La imaginación del Aleph permite llevar al absurdo la paradoja de la incomunicabilidad de la experiencia mística, pues la premisa del relato parece ser: ¿qué si la experiencia visionaria le es otorgada a alguien que no la merece, que no tiene ningún talento para expresarla, ni siquiera para apreciarla? ¿Si en lugar de a un Shakespeare, a un Joyce o a un Borges, se la dan a un tarado como Carlos Argentino Daneri? Por eso en este relato la visión debe provenir de un objeto exterior al sujeto: sería difícil aceptar que alguien pudiera tener la capacidad espiritual de alcanzar el éxtasis y la absoluta incapacidad estética de ponerlo en palabras.

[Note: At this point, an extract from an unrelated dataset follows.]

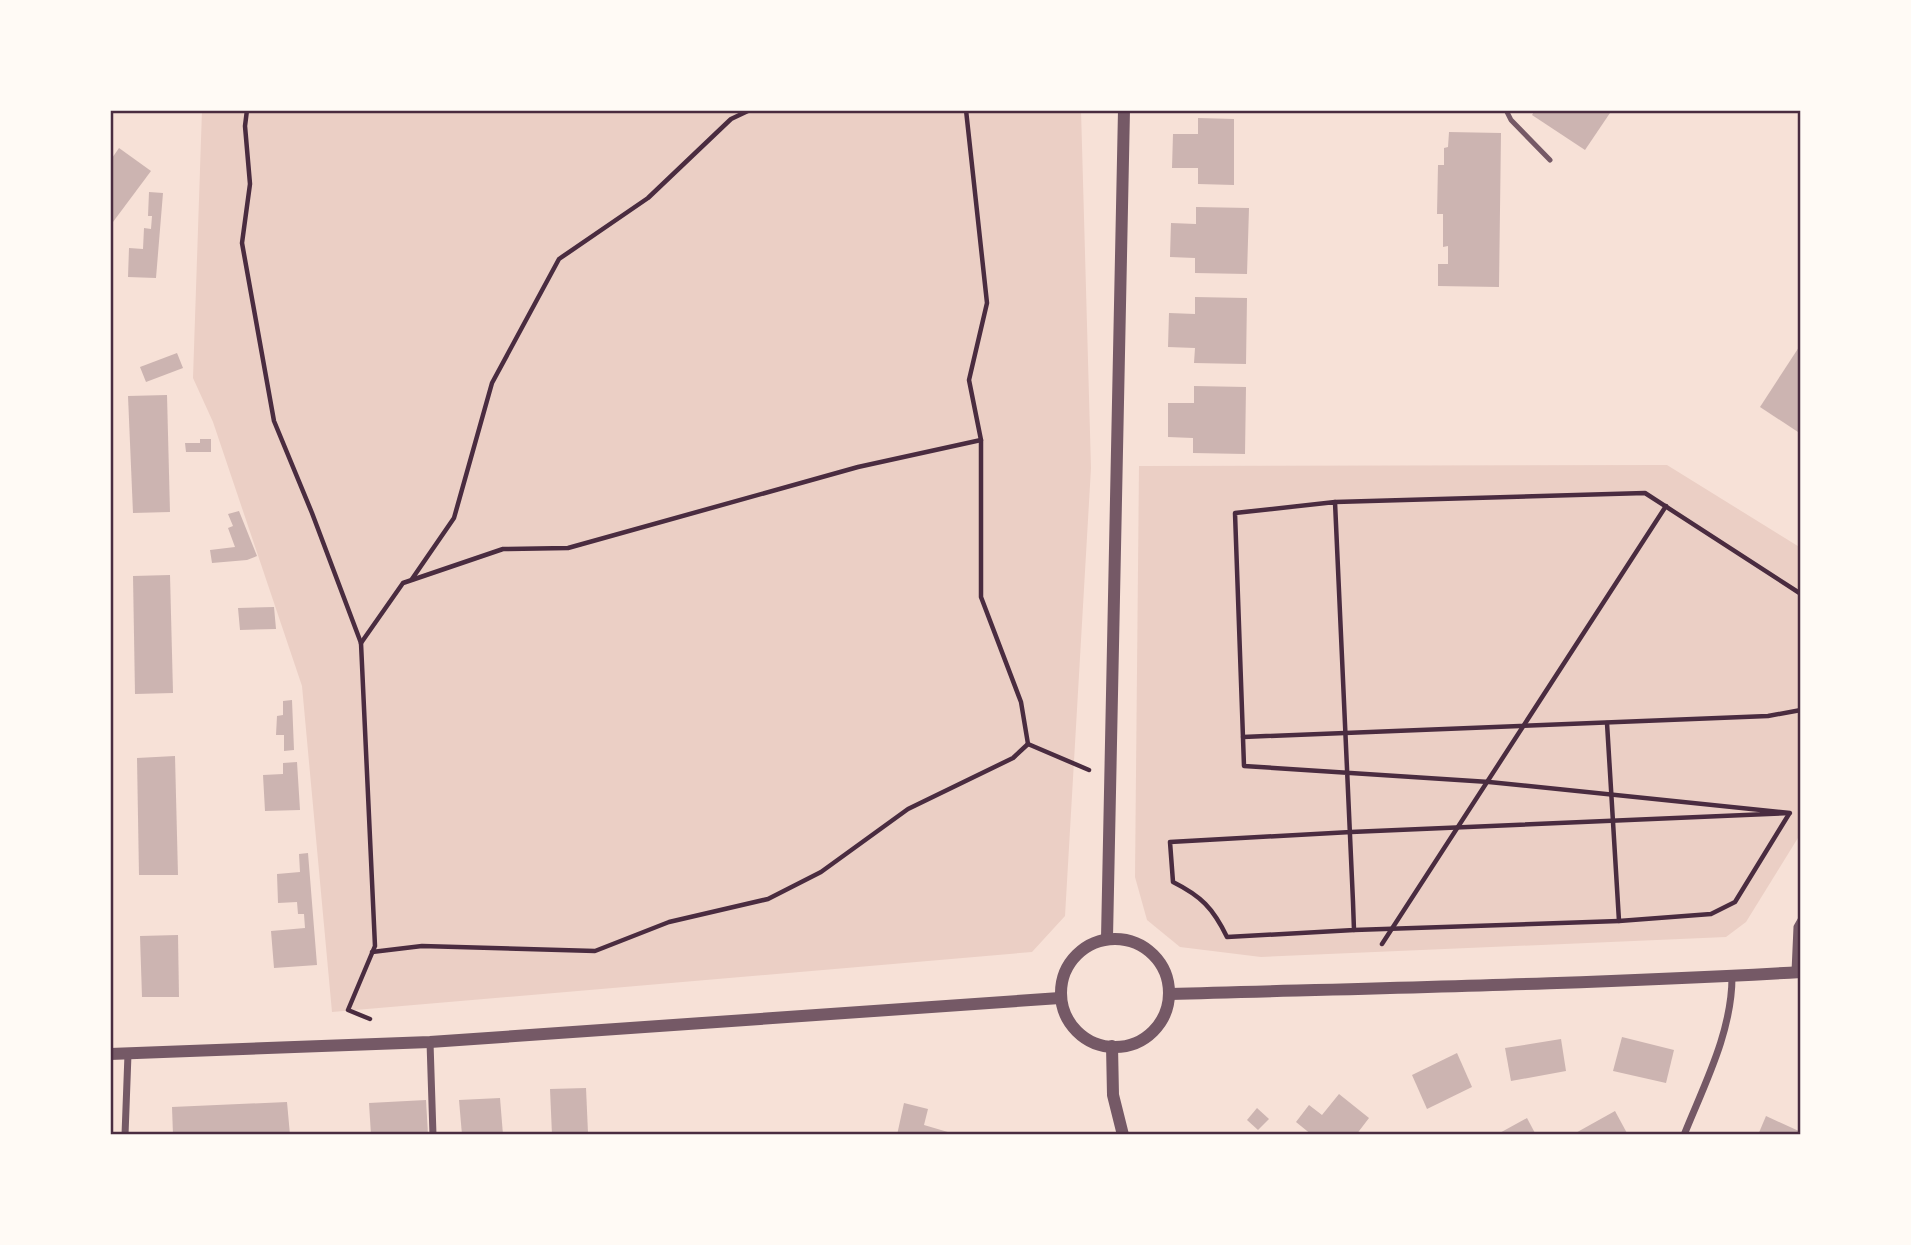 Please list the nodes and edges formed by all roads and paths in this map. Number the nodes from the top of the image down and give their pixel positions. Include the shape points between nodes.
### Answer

Llegado a este punto debo hacer una advertencia: la experiencia de ver el Aleph tiene algunos puntos en común con la experiencia mística, puede funcionar como análogo o modelo de la experiencia mística, pero no puede homologársele. El Aleph no es una visión interna, es un objeto externo. Para verlo no hace falta ningún tercer ojo, basta con los dos de la cara: cualquiera que se acueste en el sótano de la casa de la calle Garay puede hacerlo, hasta Daneri. En el Aleph no se ve a Dios, ni el cielo ni el infierno, apenas el universo físico —y hasta por ahí nomás, porque si bien "Borges" habla de ver el universo, su descripción abarca el planeta Tierra apenas. La visión del Aleph tampoco suministra una explicación última de los mecanismos que rigen el universo y tampoco —aunque algunos hayan afirmado lo contrario— una percepción simultánea de pasado, presente y futuro: es decir, una percepción en modo de eternidad: en el Aleph están todos los puntos del espacio, pero no todos los puntos del tiempo. Sólo en dos aspectos la visión del Aleph supera a la ordinaria: se ven todos los puntos del espacio a la vez, de manera no sucesiva sino simultánea, y se ve, también, el interior de las cosas: la sangre, el centro secreto de una pirámide, el propio esqueleto.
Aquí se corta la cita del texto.